» **AIM OF THE EXERCISE**: Your reply should contain only the line with "Which roads connect" and the lines after it through the end of the data, each written out exactly.
═════ SUPPLIED DATA ═════
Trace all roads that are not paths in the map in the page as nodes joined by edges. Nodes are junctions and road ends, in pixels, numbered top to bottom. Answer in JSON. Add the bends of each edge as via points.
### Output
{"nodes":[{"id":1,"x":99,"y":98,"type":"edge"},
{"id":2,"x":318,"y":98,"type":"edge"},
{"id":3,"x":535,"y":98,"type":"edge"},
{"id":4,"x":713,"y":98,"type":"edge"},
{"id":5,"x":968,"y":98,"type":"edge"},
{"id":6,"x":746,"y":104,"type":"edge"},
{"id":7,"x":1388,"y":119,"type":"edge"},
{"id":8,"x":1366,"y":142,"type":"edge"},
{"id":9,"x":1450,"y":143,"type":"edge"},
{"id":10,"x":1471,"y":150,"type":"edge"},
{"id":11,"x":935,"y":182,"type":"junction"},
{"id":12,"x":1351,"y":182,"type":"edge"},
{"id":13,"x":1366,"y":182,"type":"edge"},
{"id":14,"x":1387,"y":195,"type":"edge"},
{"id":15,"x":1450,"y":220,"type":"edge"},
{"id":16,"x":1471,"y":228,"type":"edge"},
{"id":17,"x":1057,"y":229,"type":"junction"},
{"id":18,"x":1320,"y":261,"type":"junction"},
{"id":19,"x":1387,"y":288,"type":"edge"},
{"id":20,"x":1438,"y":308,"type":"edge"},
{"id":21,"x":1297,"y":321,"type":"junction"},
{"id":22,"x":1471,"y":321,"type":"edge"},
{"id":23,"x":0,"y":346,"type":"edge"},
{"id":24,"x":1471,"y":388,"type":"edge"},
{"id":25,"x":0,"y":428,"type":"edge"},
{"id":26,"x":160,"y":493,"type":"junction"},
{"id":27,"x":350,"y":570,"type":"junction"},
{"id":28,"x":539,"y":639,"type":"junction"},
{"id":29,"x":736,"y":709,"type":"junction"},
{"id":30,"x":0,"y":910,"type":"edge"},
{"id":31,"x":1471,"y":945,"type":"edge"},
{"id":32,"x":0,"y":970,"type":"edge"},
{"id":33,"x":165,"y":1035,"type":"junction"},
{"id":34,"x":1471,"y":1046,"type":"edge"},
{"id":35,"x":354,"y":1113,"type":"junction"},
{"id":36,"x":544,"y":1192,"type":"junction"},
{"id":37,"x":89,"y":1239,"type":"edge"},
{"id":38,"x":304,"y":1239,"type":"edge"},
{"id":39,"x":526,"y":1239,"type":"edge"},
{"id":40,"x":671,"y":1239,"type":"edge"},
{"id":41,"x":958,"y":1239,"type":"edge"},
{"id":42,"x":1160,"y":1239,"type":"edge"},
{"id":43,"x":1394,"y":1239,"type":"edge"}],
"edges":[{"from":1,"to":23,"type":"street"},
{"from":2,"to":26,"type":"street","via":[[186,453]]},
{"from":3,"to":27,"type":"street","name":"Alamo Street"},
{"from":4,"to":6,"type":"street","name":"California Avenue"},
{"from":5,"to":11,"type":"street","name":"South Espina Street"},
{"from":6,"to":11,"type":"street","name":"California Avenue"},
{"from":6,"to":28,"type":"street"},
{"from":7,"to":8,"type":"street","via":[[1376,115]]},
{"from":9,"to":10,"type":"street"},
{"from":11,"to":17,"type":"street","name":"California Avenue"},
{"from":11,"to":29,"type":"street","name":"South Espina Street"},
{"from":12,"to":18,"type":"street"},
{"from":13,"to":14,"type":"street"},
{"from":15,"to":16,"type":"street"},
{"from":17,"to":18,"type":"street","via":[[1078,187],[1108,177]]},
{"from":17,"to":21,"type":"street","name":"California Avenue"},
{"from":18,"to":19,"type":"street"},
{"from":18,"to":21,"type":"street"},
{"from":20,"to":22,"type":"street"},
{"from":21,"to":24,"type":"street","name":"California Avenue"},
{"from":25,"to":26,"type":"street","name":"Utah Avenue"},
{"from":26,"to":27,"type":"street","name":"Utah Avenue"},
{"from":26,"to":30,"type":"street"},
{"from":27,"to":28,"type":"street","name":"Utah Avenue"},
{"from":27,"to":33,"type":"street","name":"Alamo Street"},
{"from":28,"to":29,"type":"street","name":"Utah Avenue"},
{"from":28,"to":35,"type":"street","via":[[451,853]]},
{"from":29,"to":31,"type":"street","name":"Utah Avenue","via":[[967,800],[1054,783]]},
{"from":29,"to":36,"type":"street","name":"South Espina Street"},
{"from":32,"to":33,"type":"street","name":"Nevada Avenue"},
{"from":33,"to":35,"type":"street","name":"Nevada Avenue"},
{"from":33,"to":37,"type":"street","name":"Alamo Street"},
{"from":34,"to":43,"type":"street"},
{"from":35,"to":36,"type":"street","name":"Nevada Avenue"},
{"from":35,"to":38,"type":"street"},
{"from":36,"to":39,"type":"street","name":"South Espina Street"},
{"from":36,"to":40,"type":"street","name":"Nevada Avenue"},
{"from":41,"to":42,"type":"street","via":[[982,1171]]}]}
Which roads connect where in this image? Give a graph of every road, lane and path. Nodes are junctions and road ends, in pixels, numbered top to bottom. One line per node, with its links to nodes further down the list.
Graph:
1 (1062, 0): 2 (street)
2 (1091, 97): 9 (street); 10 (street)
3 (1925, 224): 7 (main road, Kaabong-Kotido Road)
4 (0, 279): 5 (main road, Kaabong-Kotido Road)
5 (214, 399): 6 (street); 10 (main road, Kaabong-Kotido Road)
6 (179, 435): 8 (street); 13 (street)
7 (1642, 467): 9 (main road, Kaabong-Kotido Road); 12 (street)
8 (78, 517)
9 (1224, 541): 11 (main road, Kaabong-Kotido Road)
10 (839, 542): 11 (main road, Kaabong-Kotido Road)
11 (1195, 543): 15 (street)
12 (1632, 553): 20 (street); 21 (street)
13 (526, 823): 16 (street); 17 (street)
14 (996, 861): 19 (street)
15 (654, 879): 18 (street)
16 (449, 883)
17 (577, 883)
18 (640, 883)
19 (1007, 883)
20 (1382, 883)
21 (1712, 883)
═════
» **YOUR SOLUTION**:
Which roads connect where in this image? Give a graph of every road, lane and path. Nodes are junctions and road ends, in pixels, numbered top to bottom. One line per node, with its links to nodes further down the list.
Graph:
1 (1062, 0): 2 (street)
2 (1091, 97): 9 (street); 10 (street)
3 (1925, 224): 7 (main road, Kaabong-Kotido Road)
4 (0, 279): 5 (main road, Kaabong-Kotido Road)
5 (214, 399): 6 (street); 10 (main road, Kaabong-Kotido Road)
6 (179, 435): 8 (street); 13 (street)
7 (1642, 467): 9 (main road, Kaabong-Kotido Road); 12 (street)
8 (78, 517)
9 (1224, 541): 11 (main road, Kaabong-Kotido Road)
10 (839, 542): 11 (main road, Kaabong-Kotido Road)
11 (1195, 543): 15 (street)
12 (1632, 553): 20 (street); 21 (street)
13 (526, 823): 16 (street); 17 (street)
14 (996, 861): 19 (street)
15 (654, 879): 18 (street)
16 (449, 883)
17 (577, 883)
18 (640, 883)
19 (1007, 883)
20 (1382, 883)
21 (1712, 883)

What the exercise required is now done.